#### Exercise description
Give back, word for word, the lines in the listing below from the one holding "flex:none; width:33px; height:33px;" down to the one holding "position:absolute; left:18px; bottom:15px;", both ends included.

#### Supplied entries
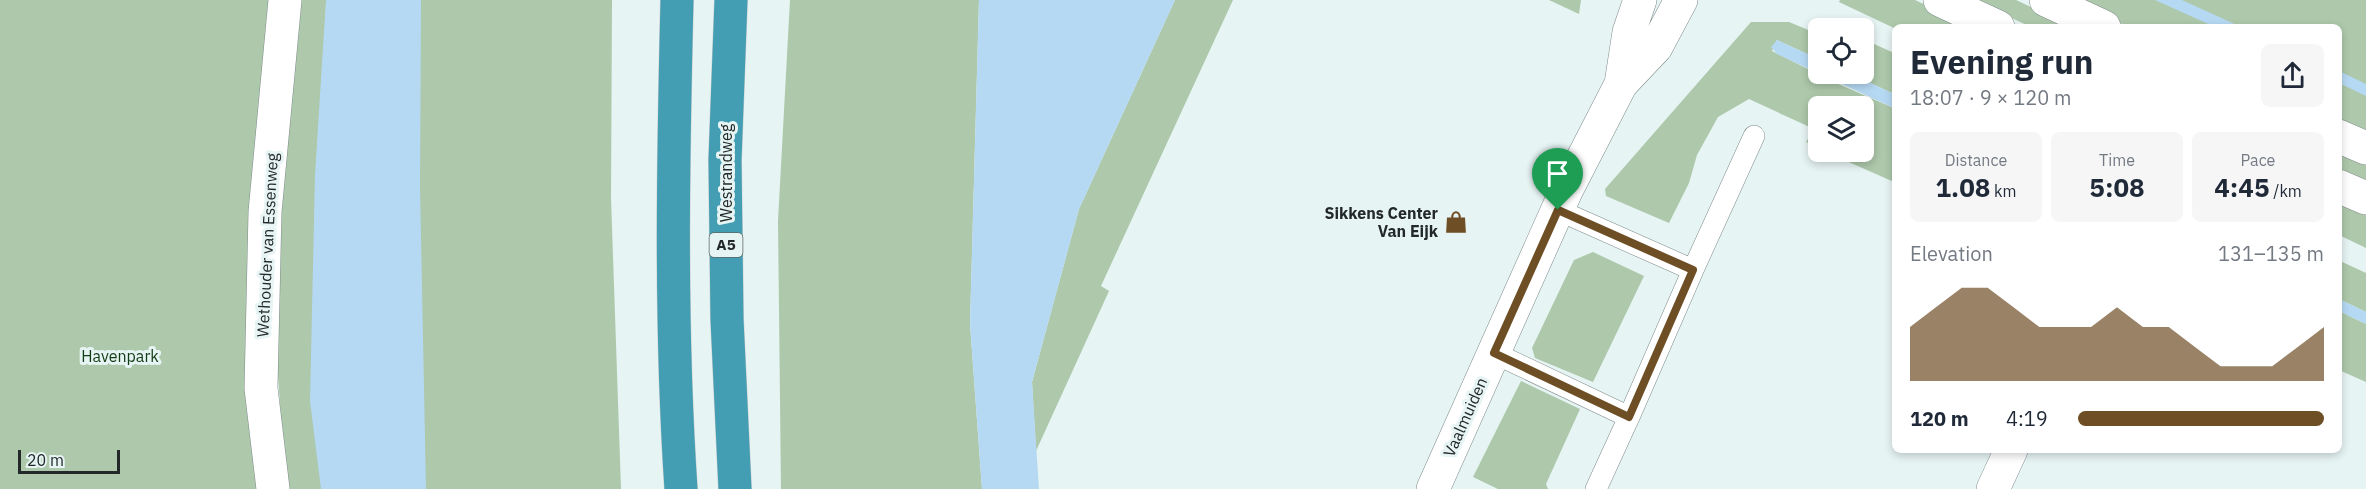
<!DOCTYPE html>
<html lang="en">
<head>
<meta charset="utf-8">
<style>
  :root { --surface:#fff; --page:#f6f6f7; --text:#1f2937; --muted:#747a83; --accent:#6e4e24 }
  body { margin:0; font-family:"IBM Plex Sans",sans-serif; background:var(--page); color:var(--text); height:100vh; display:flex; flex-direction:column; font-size:22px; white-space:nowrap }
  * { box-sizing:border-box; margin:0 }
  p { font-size:20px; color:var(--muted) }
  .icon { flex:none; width:33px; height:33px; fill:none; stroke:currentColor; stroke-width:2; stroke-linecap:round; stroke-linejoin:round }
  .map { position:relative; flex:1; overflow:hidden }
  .panel { position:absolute; left:1892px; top:24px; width:450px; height:429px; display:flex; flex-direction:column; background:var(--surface); border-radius:9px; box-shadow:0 3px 9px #0003 }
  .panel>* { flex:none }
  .fabs { position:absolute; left:1808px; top:18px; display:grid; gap:12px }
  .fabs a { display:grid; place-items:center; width:66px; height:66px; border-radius:9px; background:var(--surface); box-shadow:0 3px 9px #0003; font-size:30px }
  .scale { position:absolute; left:18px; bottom:15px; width:102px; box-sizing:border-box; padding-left:6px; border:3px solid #232828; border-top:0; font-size:16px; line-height:21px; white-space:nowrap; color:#232828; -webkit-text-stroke:4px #e6f4f3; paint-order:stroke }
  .pin { position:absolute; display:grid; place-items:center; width:51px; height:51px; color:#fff; margin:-62px -26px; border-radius:50% 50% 50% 0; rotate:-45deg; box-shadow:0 0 6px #0007 }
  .pin .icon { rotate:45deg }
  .round { display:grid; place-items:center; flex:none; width:63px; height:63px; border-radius:9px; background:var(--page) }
  .headline { display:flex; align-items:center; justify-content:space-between; height:102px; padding:0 18px }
  h1 { font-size:33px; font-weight:700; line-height:45px }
  .figures { display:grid; grid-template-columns:repeat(3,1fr); gap:9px; height:102px; padding:6px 18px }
  .figures div { display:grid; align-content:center; border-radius:9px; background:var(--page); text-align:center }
  .figures b { font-size:26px; font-weight:700 }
  .figures small { font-size:16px; font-weight:400 }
  .figures p { font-size:16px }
  .chart { height:168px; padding:12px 18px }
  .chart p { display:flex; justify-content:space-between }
  .chart svg { width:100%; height:108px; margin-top:6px; fill:var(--accent); opacity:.7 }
  ul { padding:0 18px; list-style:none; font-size:20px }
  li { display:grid; grid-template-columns:96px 72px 1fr; align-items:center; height:45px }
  li i { height:15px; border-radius:8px; background:var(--accent) }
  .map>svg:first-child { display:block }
</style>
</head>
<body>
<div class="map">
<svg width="2366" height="489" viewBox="0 0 2366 489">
  <rect width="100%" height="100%" fill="#e6f4f3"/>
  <path fill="#adc8ab" d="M0 0H273L262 489H0Z
    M298 0H612L611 198 621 489H286L275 333 286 140Z
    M790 0H979L970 324 982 489H781L778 221Z
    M1175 0H1233L1101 286 1109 291 1036 451 1032 382 1079 209Z
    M1549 0H1581L1579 14Z
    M1840 0H1915L1973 27 1894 28 1839 2Z
    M1973 0H2016L2074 27H2031Z
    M2070 0H2366V139L2339 125 2338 27H2129Z
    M1751 22H1789L1818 34V59L1777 40 1772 51 1836 83 1894 108V182L1826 152H1863V106H1818V148L1806 142 1814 129 1749 99 1718 117 1697 155 1689 183 1669 223 1606 196 1605 189Z
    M1863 39 1894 53V94L1851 74H1863Z
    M2338 150 2366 162V182L2339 170Z
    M2338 197 2366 209V248L2339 235Z
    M1593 252 1644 276 1593 382 1535 358 1532 348 1574 260Z
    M2338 260 2366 273V312L2339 299Z
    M2339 311 2366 324V382L2339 370Z
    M1521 381 1580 409 1546 484 1548 489H1498L1473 477Z"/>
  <path fill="#b6d9f3" d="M326 0H421L420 187 426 489H321L310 401 315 175Z
    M979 0H1175L1079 209 1032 382 1039 489H982L970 324Z
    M2155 0H2182L2241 27H2215Z
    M1777 40 1818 59V74H1851L1894 94V108L1777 54 1771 47Z
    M2339 71 2366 84V96L2339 83Z
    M2339 299 2366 312V324L2339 311Z"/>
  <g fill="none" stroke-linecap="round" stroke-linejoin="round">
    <g stroke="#7e8b8a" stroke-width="22">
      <path id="service" d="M1693 270 1754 136
        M1494 353 1629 417 1693 270 1558 210
        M1596 489 1629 417"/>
    </g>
    <g stroke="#7e8b8a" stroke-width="34">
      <path id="minor" d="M1940 0 1998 27
        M2046 0 2104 27
        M1621 84 1629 32 1640 0
        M2338 136 2366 148
        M2338 186 2366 198
        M273 489 261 388 265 212 285 0
        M1433 489 1566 191 1621 84 1656 47 1681 0
        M1993 489 2011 450"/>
    </g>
    <g stroke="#cfd0d0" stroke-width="34">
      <path id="motorway" d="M677 0C673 163 670 326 681 489
        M731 0 725 160 727 319 735 489"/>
    </g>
    <use href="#service" stroke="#fff" stroke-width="21"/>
    <use href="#minor" stroke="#fff" stroke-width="33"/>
    <use href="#motorway" stroke="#439eb3" stroke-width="33"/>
  </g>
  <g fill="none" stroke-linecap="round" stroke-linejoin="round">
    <g stroke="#fff" stroke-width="12">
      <path id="route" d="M1558 210 1693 270 1629 417 1494 353Z"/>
    </g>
    <use href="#route" stroke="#6e4e24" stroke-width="8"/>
  </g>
  <defs>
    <g id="shop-bare" transform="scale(1.8)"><path d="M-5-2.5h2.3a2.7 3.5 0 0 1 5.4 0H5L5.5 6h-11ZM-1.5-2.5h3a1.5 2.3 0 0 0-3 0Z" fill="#6e4e24" stroke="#e6f4f3" stroke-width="2.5" paint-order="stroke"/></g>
  </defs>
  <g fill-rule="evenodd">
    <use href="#shop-bare" x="1456" y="222"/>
  </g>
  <g text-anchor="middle" stroke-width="6" stroke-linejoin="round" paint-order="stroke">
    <rect fill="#e6f4f3" stroke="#5e6565" stroke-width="1.5" x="709.5" y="233" width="33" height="24" rx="4.5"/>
    <g font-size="15" font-weight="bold" fill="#232828">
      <text x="726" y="250">A5</text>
    </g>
    <g font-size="16" fill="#232828" stroke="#e6f4f3">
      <text transform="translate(726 173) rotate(-90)" y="6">Westrandweg</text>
      <text transform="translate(267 245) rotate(-87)" y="6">Wethouder van Essenweg</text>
      <text transform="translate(1465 417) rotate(-66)" y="6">Vaalmuiden</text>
    </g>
    <g font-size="16" font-weight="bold" fill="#232828" stroke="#e6f4f3" text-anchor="end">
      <text x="1438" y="219">Sikkens Center<tspan x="1438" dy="18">Van Eijk</tspan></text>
    </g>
    <g font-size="16" fill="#133d15" stroke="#e6f4f3">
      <text x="120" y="362">Havenpark</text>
    </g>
  </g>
</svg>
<div class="fabs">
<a><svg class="icon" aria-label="locate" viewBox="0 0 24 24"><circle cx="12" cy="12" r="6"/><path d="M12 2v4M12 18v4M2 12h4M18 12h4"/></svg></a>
<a><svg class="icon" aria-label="layers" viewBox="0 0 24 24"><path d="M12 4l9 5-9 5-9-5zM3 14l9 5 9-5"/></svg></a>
</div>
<div class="scale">20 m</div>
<div class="pin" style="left:1558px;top:210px;background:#1e9e55"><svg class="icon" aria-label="arrive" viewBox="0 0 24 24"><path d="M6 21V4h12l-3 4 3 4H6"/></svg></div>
<section class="panel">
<div class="headline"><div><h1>Evening run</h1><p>18:07 · 9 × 120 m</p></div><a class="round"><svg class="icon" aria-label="share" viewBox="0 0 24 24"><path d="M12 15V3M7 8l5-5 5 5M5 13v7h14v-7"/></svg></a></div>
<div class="figures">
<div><p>Distance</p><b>1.08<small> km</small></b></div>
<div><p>Time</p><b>5:08</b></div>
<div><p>Pace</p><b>4:45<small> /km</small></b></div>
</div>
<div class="chart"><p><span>Elevation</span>131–135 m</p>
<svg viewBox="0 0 160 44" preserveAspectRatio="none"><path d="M0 44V22L10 14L20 6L30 6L40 14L50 22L60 22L70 22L80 14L90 22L100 22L110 30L120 38L130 38L140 38L150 30L160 22V44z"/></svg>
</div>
<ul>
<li><b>120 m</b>4:19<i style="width:100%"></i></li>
</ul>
</section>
</div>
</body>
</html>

#### Result
  .icon { flex:none; width:33px; height:33px; fill:none; stroke:currentColor; stroke-width:2; stroke-linecap:round; stroke-linejoin:round }
  .map { position:relative; flex:1; overflow:hidden }
  .panel { position:absolute; left:1892px; top:24px; width:450px; height:429px; display:flex; flex-direction:column; background:var(--surface); border-radius:9px; box-shadow:0 3px 9px #0003 }
  .panel>* { flex:none }
  .fabs { position:absolute; left:1808px; top:18px; display:grid; gap:12px }
  .fabs a { display:grid; place-items:center; width:66px; height:66px; border-radius:9px; background:var(--surface); box-shadow:0 3px 9px #0003; font-size:30px }
  .scale { position:absolute; left:18px; bottom:15px; width:102px; box-sizing:border-box; padding-left:6px; border:3px solid #232828; border-top:0; font-size:16px; line-height:21px; white-space:nowrap; color:#232828; -webkit-text-stroke:4px #e6f4f3; paint-order:stroke }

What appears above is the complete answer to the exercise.